Wills for Young People and Informal Wills

We have just acted in a tragic matter which raised two issues.  The first as to the need to make a Will regardless of how old you are.  The second as to the need to ensure that the Will has been properly prepared.  As to the first, our client’s daughter was an athlete who had received many awards locally and internationally.  It was a devastating blow to the family when at the age of 33, she died in her sleep.  No one could have predicted that event.  Unfortunately, probably due to youthful exuberance and a feeling of invincibility, no proper Will had been prepared.  One therefore led to the inevitable conclusion, that despite one’s youth, it is essential to have a Will prepared along with the associated documents such as an Enduring Power of Attorney and an Advance Care Directive. 

The second issue which arose was in relation to the informal Will.  That had a date on it. It contained two paragraphs. In the first, in very simple terms it indicated that 70% of the Estate was to go to the will maker’s mother and 30% to her father. 

In the second paragraph, it indicated that should the mother predecease the will maker, then 60% was to go to the father and 40% to the will maker’s sister.  It was signed and dated.  It was not witnessed.  It did not appoint an executor to deal with the estate.  All of those criteria, including others, meant that the document did not comply with the requirements of the Wills Act 1936. 
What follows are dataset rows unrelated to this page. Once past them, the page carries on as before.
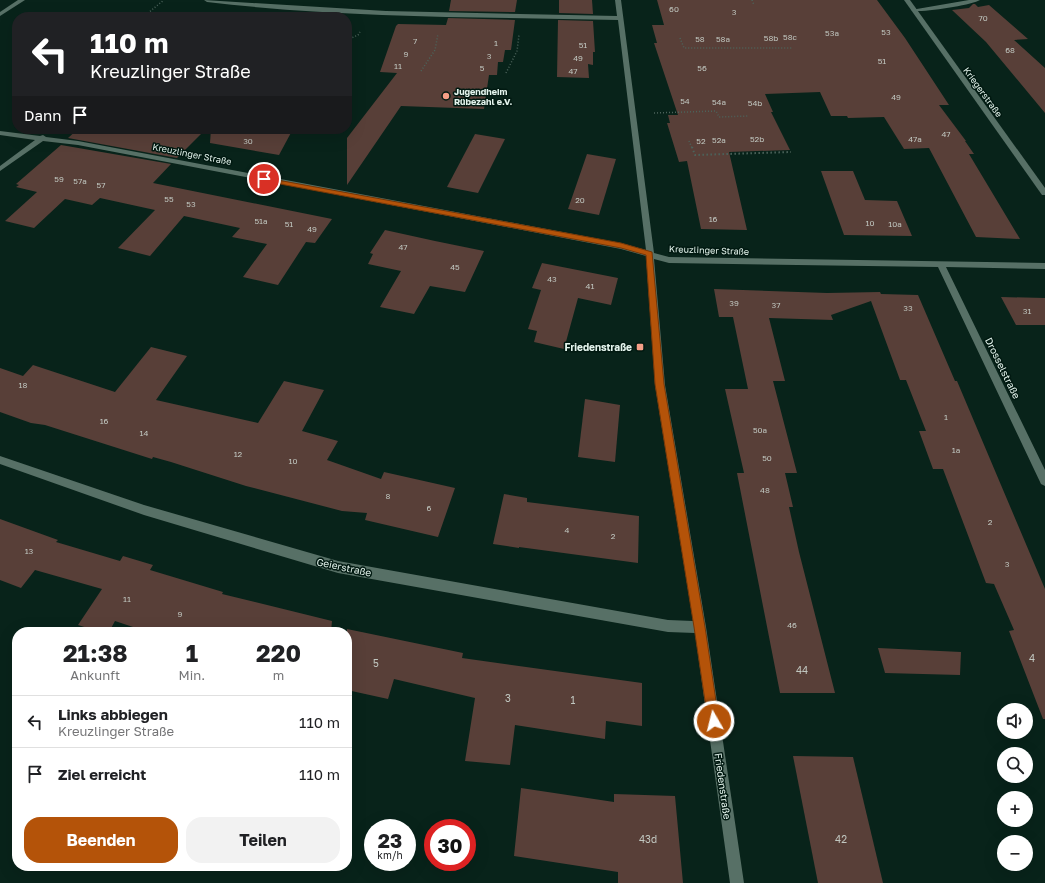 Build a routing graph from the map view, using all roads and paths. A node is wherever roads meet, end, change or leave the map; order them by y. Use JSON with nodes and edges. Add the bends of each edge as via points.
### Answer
{"nodes":[{"id":1,"x":22,"y":0,"type":"edge"},
{"id":2,"x":164,"y":0,"type":"edge"},
{"id":3,"x":207,"y":0,"type":"edge"},
{"id":4,"x":618,"y":0,"type":"edge"},
{"id":5,"x":752,"y":0,"type":"edge"},
{"id":6,"x":907,"y":0,"type":"edge"},
{"id":7,"x":977,"y":0,"type":"edge"},
{"id":8,"x":754,"y":5,"type":"dead end"},
{"id":9,"x":914,"y":10,"type":"junction"},
{"id":10,"x":149,"y":12,"type":"edge"},
{"id":11,"x":0,"y":14,"type":"edge"},
{"id":12,"x":442,"y":14,"type":"junction"},
{"id":13,"x":521,"y":16,"type":"junction"},
{"id":14,"x":620,"y":18,"type":"junction"},
{"id":15,"x":680,"y":38,"type":"dead end"},
{"id":16,"x":793,"y":48,"type":"dead end"},
{"id":17,"x":421,"y":71,"type":"dead end"},
{"id":18,"x":506,"y":73,"type":"dead end"},
{"id":19,"x":632,"y":113,"type":"junction"},
{"id":20,"x":748,"y":116,"type":"dead end"},
{"id":21,"x":0,"y":133,"type":"edge"},
{"id":22,"x":43,"y":137,"type":"junction"},
{"id":23,"x":689,"y":141,"type":"dead end"},
{"id":24,"x":791,"y":152,"type":"dead end"},
{"id":25,"x":0,"y":169,"type":"edge"},
{"id":26,"x":1045,"y":193,"type":"edge"},
{"id":27,"x":650,"y":254,"type":"junction"},
{"id":28,"x":941,"y":264,"type":"junction"},
{"id":29,"x":1045,"y":266,"type":"edge"},
{"id":30,"x":0,"y":460,"type":"edge"},
{"id":31,"x":1045,"y":481,"type":"edge"},
{"id":32,"x":700,"y":627,"type":"junction"},
{"id":33,"x":737,"y":883,"type":"edge"}],
"edges":[{"from":1,"to":11,"type":"street"},
{"from":2,"to":10,"type":"path"},
{"from":3,"to":12,"type":"street"},
{"from":4,"to":14,"type":"street","name":"Friedenstraße"},
{"from":5,"to":8,"type":"path"},
{"from":6,"to":9,"type":"street","name":"Kriegerstraße"},
{"from":7,"to":9,"type":"street"},
{"from":9,"to":26,"type":"street","name":"Kriegerstraße"},
{"from":12,"to":13,"type":"street"},
{"from":12,"to":17,"type":"path","via":[[435,50]]},
{"from":13,"to":14,"type":"street"},
{"from":13,"to":18,"type":"path","via":[[517,51]]},
{"from":14,"to":19,"type":"street","name":"Friedenstraße"},
{"from":15,"to":16,"type":"path","via":[[684,48]]},
{"from":19,"to":20,"type":"path","via":[[716,111],[719,117]]},
{"from":19,"to":27,"type":"street","name":"Friedenstraße"},
{"from":21,"to":22,"type":"street","name":"Kreuzlinger Straße"},
{"from":22,"to":25,"type":"street"},
{"from":22,"to":27,"type":"street","name":"Kreuzlinger Straße","via":[[621,246]]},
{"from":23,"to":24,"type":"path","via":[[695,155]]},
{"from":27,"to":28,"type":"street","name":"Kreuzlinger Straße","via":[[668,260]]},
{"from":27,"to":32,"type":"street","name":"Friedenstraße","via":[[660,384]]},
{"from":28,"to":29,"type":"street","name":"Kreuzlinger Straße"},
{"from":28,"to":31,"type":"street","name":"Drosselstraße"},
{"from":30,"to":32,"type":"street","name":"Geierstraße","via":[[144,510],[338,567],[668,626]]},
{"from":32,"to":33,"type":"street","name":"Friedenstraße"}]}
In the circumstances, an application had to be made to the Supreme Court to have that document declared to be a Will.  That required the preparation and filing of several affidavits and the incurring of Court fees.  These were significant amounts.  In addition, the family’s grieving was extended due to the time involved in attending to the Court proceedings.  One can understand how in the preparation of documents such as affidavits, the family would be constantly reminded of their tragic loss.  Finally, during the time taken up in the Court proceedings the Estate could not be dealt with and distributed in accordance with the intentions of the will maker.  Most relatives of a deceased person desire to have the estate finalised at the earliest but in this instance, this could not occur. 

This case reminds us all of the need to have your estate plan prepared professionally so as to ease the pain that remains after the loss of a loved one. Whilst it is always difficult to predict your long-term future, in some cases your immediate future might also be unpredictable. To have peace of mind and to attend to such matters, please contact us on 8102 1322.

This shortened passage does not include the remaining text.